Exercise – Please make an exact transcription of the records, keeping the pictures out of it.

Supplied material –
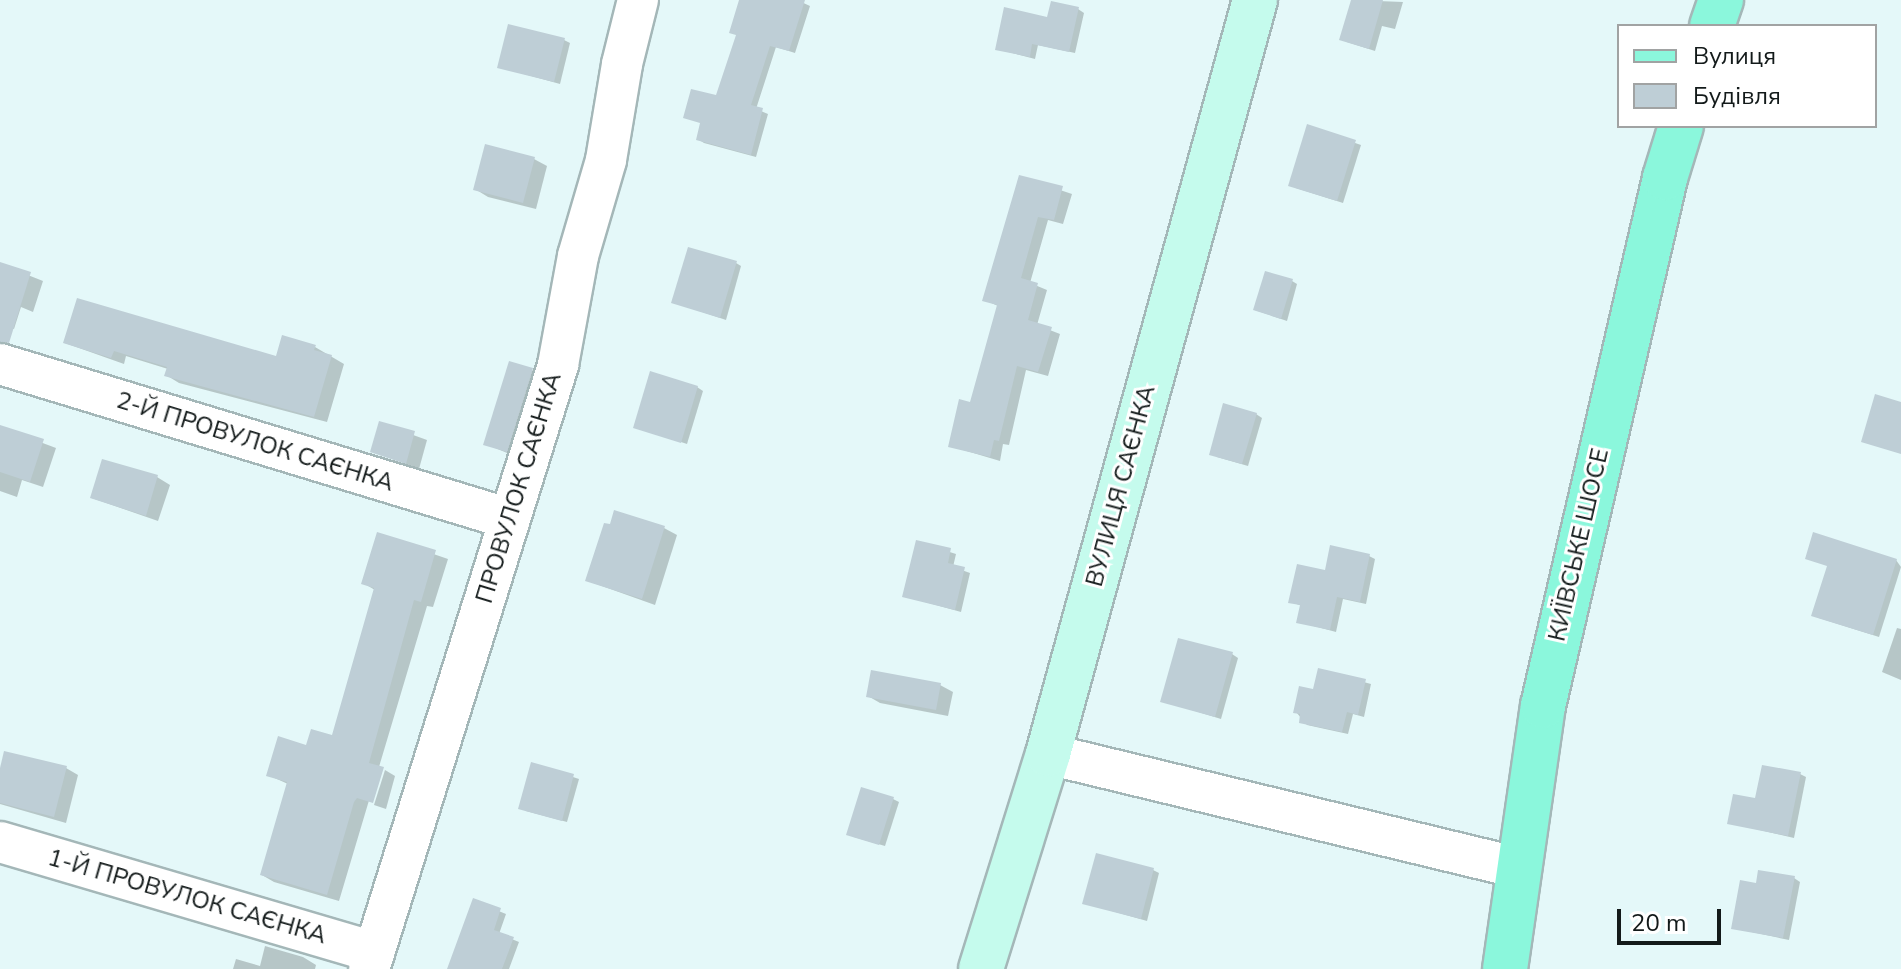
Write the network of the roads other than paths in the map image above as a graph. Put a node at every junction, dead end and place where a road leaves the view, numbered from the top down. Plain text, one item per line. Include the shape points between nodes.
1 (638, 0) edge
2 (1255, 0) edge
3 (1721, 0) edge
4 (1713, 24) edge
5 (1680, 128) edge
6 (0, 364) edge
7 (510, 519) junction
8 (1048, 754) junction
9 (0, 842) edge
10 (1519, 868) junction
11 (372, 960) edge
12 (981, 969) edge
13 (1505, 969) edge

1 - 7 street, ПРОВУЛОК САЄНКА via 558,365
2 - 8 street, ВУЛИЦЯ САЄНКА
3 - 4 main road
5 - 10 main road, КИЇВСЬКЕ ШОСЕ via 1543,706
6 - 7 street, 2-Й ПРОВУЛОК САЄНКА
7 - 11 street, ПРОВУЛОК САЄНКА
8 - 10 street
8 - 12 street, ВУЛИЦЯ САЄНКА
9 - 11 street, 1-Й ПРОВУЛОК САЄНКА
10 - 13 main road, КИЇВСЬКЕ ШОСЕ

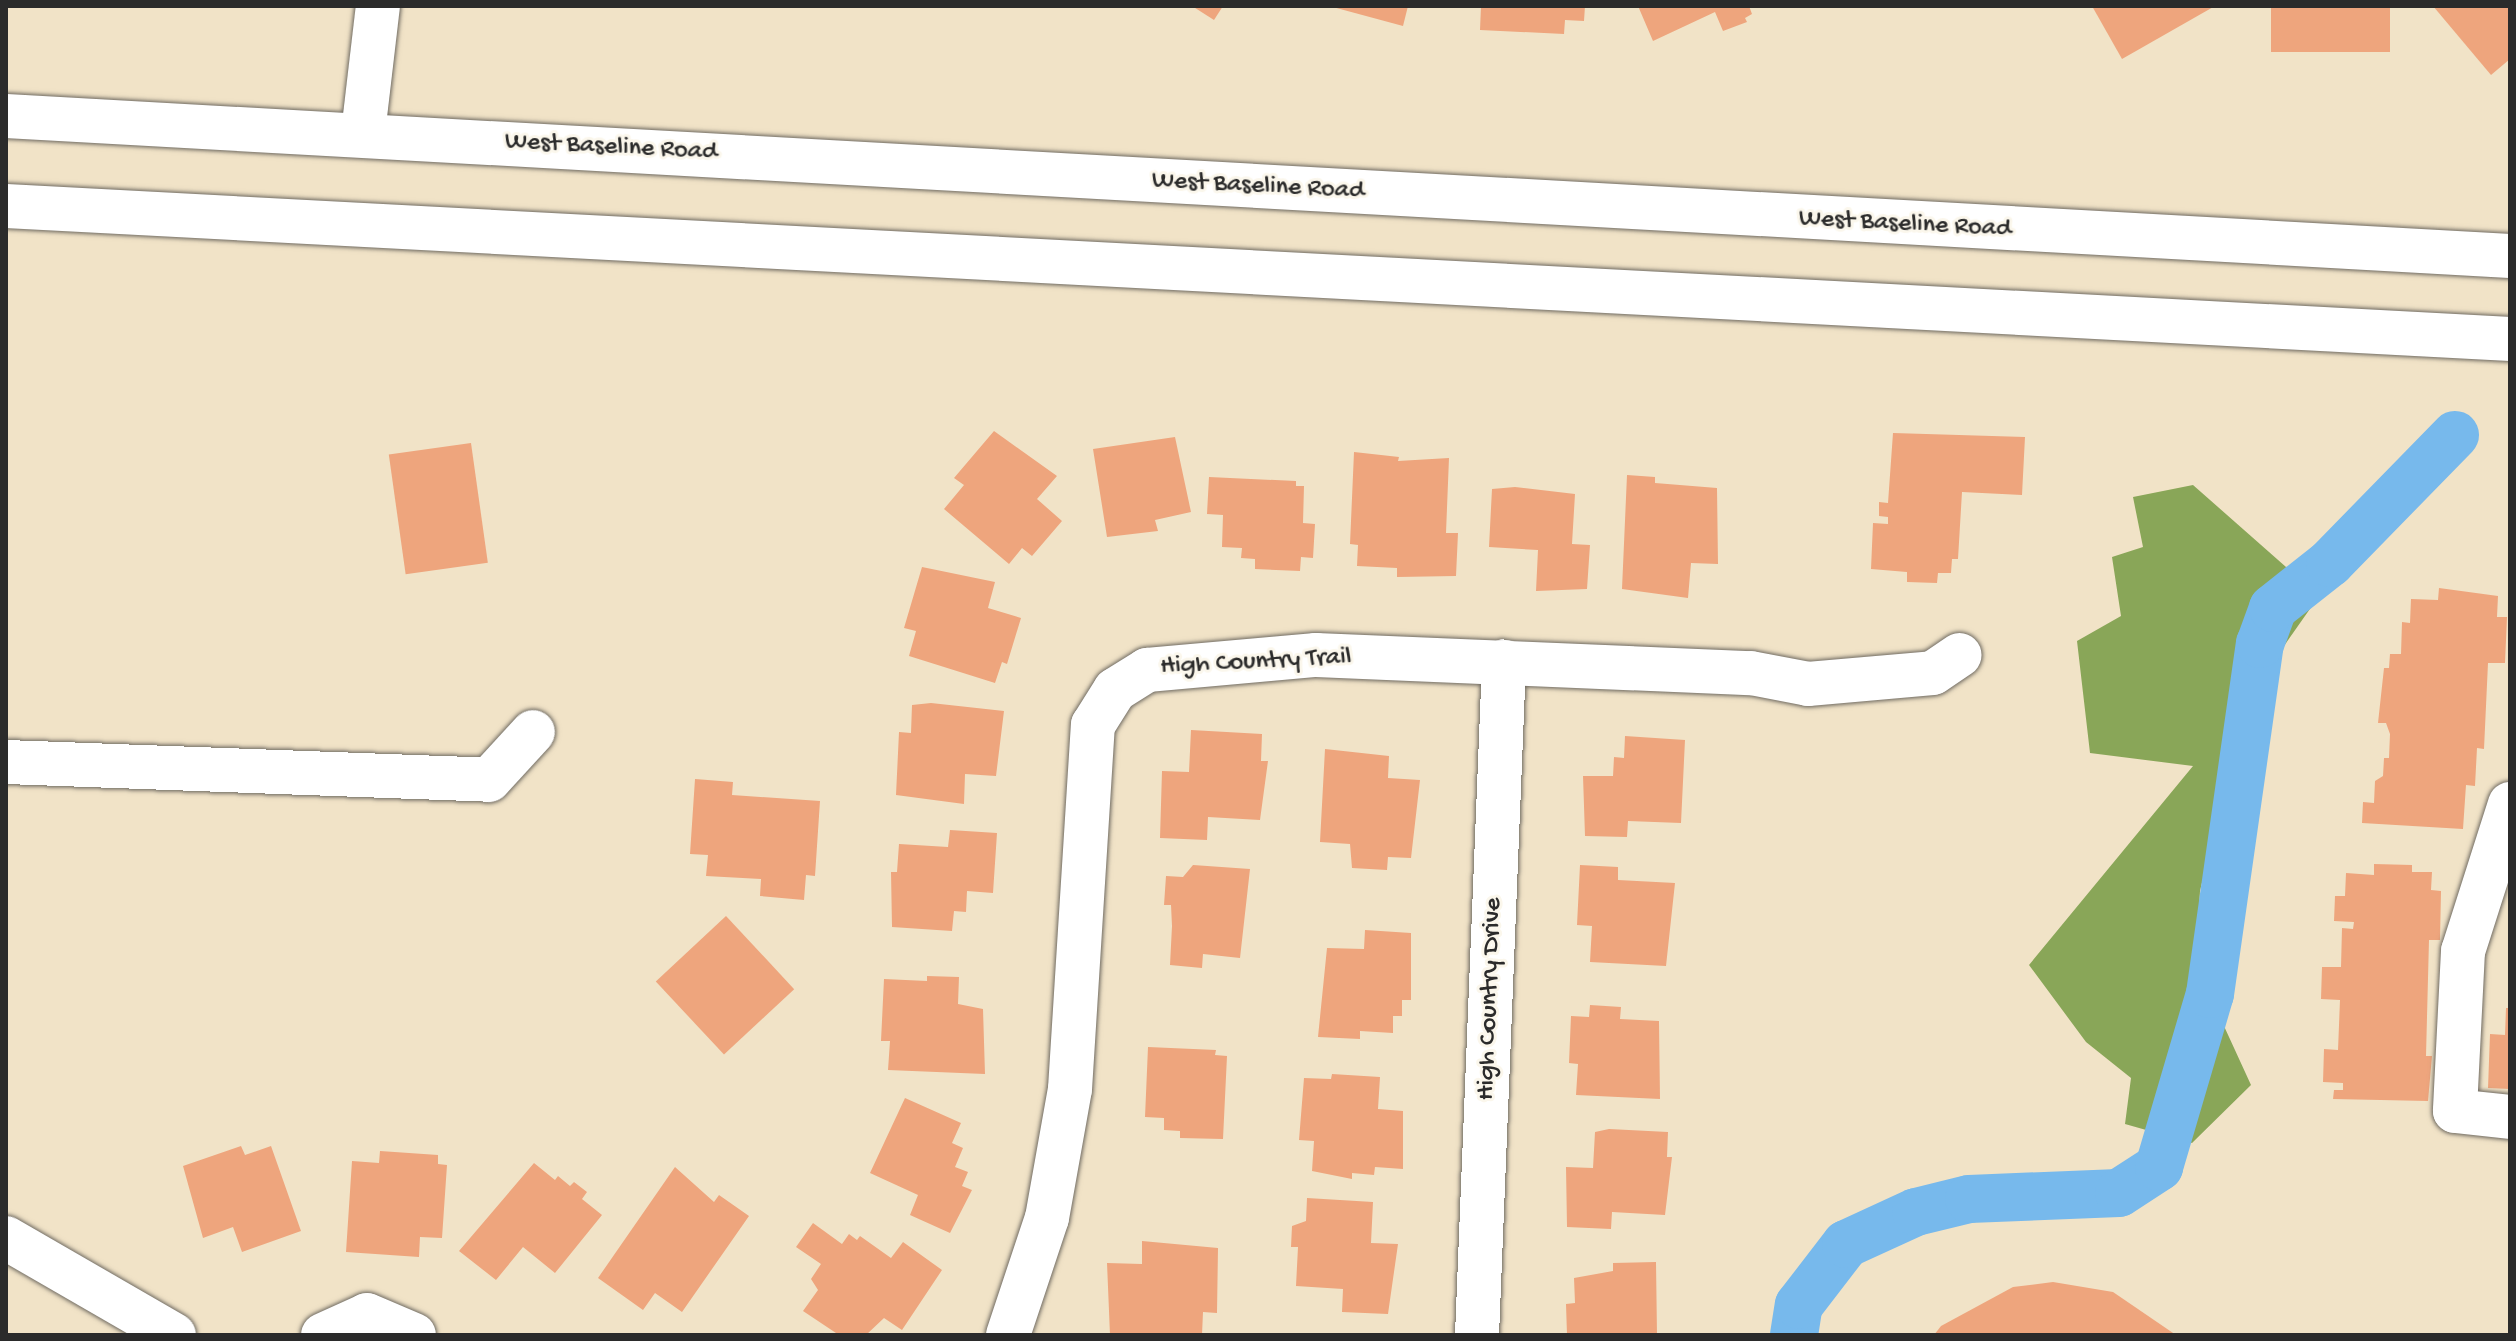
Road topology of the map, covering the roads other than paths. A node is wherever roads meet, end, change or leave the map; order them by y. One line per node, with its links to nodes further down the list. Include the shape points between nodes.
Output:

Answer area –
Write the network of the roads other than paths in the map image above as a graph. Put a node at every junction, dead end and place where a road leaves the view, numbered from the top down. Plain text, one item per line. Include the shape points between nodes.
1 (638, 0) edge
2 (1255, 0) edge
3 (1721, 0) edge
4 (1713, 24) edge
5 (1680, 128) edge
6 (0, 364) edge
7 (510, 519) junction
8 (1048, 754) junction
9 (0, 842) edge
10 (1519, 868) junction
11 (372, 960) edge
12 (981, 969) edge
13 (1505, 969) edge

1 - 7 street, ПРОВУЛОК САЄНКА via 558,365
2 - 8 street, ВУЛИЦЯ САЄНКА
3 - 4 main road
5 - 10 main road, КИЇВСЬКЕ ШОСЕ via 1543,706
6 - 7 street, 2-Й ПРОВУЛОК САЄНКА
7 - 11 street, ПРОВУЛОК САЄНКА
8 - 10 street
8 - 12 street, ВУЛИЦЯ САЄНКА
9 - 11 street, 1-Й ПРОВУЛОК САЄНКА
10 - 13 main road, КИЇВСЬКЕ ШОСЕ

Road topology of the map, covering the roads other than paths. A node is wherever roads meet, end, change or leave the map; order them by y. One line per node, with its links to nodes further down the list. Include the shape points between nodes.
Output:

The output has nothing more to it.